**INSTRUCTIONS FOR THE TASK:** Copy out each line featuring the string "name" from the entries beneath.

**Stored data entries:**
┄┄┄┄┄┄┄┄┄┄

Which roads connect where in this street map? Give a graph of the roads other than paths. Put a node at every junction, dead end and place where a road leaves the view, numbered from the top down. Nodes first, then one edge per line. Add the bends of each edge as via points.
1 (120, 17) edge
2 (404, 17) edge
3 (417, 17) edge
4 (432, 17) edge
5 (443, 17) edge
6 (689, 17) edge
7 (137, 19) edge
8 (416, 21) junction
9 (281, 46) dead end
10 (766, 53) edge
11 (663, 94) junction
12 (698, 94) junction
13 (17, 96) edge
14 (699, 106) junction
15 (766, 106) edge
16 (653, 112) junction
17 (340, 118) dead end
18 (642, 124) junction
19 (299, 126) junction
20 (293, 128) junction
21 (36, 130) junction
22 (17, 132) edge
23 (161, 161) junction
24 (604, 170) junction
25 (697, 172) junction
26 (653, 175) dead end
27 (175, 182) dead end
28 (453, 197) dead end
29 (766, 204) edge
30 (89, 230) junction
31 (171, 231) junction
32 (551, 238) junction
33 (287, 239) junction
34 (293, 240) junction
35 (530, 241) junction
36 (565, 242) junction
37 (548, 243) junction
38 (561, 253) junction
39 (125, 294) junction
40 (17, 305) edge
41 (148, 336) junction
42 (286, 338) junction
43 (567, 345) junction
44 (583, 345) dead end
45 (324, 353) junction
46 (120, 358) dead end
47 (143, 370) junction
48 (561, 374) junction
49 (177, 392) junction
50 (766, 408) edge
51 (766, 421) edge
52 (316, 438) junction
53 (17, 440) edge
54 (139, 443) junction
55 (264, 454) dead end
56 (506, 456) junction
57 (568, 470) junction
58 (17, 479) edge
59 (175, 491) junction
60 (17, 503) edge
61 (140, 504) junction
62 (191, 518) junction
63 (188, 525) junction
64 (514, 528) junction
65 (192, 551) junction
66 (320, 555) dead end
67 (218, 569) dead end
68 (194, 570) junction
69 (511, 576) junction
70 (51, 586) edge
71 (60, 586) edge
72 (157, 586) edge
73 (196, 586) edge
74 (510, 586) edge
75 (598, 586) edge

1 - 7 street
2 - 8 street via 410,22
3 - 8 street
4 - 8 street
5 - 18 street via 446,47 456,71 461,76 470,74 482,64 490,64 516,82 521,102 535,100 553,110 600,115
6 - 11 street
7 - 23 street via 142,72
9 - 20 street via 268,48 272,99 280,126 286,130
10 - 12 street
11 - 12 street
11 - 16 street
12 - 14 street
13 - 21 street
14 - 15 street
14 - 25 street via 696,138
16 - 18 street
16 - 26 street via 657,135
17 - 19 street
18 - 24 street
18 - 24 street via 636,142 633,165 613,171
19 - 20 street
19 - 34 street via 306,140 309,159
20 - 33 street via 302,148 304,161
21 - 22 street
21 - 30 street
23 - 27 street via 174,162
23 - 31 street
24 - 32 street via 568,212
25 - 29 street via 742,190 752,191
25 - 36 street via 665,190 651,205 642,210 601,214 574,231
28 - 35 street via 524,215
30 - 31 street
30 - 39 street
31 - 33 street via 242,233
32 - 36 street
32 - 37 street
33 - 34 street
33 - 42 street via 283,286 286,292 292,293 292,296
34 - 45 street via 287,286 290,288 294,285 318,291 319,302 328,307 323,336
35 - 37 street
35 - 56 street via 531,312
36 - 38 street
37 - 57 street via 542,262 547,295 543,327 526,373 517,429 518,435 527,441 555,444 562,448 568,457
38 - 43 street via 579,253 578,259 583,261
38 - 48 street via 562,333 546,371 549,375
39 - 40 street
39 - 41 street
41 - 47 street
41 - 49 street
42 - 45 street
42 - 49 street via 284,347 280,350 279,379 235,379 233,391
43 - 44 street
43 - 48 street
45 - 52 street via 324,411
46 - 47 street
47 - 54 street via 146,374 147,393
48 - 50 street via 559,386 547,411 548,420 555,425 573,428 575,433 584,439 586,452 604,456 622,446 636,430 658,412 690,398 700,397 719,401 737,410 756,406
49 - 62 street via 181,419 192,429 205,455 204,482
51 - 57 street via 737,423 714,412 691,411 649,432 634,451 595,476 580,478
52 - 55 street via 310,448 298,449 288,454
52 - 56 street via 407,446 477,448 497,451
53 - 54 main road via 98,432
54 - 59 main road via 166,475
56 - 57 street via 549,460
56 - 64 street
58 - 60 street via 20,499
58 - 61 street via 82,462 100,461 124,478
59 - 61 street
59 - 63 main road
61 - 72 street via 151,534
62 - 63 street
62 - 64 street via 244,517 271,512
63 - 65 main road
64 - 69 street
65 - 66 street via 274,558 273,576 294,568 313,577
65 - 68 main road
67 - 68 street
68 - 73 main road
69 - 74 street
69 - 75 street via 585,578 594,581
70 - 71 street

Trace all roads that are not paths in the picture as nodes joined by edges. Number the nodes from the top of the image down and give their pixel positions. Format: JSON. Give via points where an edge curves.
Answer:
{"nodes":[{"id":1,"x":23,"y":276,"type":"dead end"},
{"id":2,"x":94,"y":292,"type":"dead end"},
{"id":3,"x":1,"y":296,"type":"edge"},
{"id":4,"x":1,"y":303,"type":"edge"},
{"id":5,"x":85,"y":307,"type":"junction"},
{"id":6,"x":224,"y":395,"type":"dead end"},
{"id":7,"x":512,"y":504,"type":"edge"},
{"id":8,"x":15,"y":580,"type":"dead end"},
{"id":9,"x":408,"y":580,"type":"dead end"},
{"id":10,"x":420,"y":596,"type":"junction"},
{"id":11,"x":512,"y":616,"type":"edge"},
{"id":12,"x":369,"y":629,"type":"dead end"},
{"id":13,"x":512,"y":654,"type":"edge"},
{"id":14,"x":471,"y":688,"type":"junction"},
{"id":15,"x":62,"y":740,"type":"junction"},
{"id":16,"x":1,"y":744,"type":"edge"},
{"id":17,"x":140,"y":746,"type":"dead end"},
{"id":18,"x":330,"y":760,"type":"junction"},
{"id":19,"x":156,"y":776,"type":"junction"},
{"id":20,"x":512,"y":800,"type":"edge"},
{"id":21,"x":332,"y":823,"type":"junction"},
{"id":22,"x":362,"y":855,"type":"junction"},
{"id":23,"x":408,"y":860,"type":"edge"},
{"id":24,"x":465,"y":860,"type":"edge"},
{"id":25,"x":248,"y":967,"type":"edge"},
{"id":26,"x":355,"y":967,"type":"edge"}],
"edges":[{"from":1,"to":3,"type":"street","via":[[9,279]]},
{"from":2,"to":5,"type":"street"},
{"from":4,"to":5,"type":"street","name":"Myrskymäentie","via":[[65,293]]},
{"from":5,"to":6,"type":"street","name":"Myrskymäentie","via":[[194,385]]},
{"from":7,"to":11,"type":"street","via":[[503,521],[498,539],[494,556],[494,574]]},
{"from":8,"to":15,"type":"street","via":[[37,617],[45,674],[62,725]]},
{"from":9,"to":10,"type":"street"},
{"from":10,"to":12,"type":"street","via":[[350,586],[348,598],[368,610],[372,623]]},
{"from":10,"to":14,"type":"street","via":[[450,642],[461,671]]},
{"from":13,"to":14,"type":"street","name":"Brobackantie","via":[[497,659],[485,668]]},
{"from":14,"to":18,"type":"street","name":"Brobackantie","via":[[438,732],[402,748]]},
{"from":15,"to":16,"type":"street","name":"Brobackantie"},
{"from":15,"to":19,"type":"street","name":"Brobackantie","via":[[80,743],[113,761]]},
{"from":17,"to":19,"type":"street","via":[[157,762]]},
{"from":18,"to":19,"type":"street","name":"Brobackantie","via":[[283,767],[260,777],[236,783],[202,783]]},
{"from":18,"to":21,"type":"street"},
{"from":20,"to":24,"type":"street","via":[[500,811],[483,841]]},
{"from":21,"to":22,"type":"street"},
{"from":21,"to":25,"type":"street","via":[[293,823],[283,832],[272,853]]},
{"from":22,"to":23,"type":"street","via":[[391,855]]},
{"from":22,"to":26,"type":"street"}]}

┄┄┄┄┄┄┄┄┄┄

**RESPONSE TO THE EXERCISE:**
{"from":4,"to":5,"type":"street","name":"Myrskymäentie","via":[[65,293]]},
{"from":5,"to":6,"type":"street","name":"Myrskymäentie","via":[[194,385]]},
{"from":13,"to":14,"type":"street","name":"Brobackantie","via":[[497,659],[485,668]]},
{"from":14,"to":18,"type":"street","name":"Brobackantie","via":[[438,732],[402,748]]},
{"from":15,"to":16,"type":"street","name":"Brobackantie"},
{"from":15,"to":19,"type":"street","name":"Brobackantie","via":[[80,743],[113,761]]},
{"from":18,"to":19,"type":"street","name":"Brobackantie","via":[[283,767],[260,777],[236,783],[202,783]]},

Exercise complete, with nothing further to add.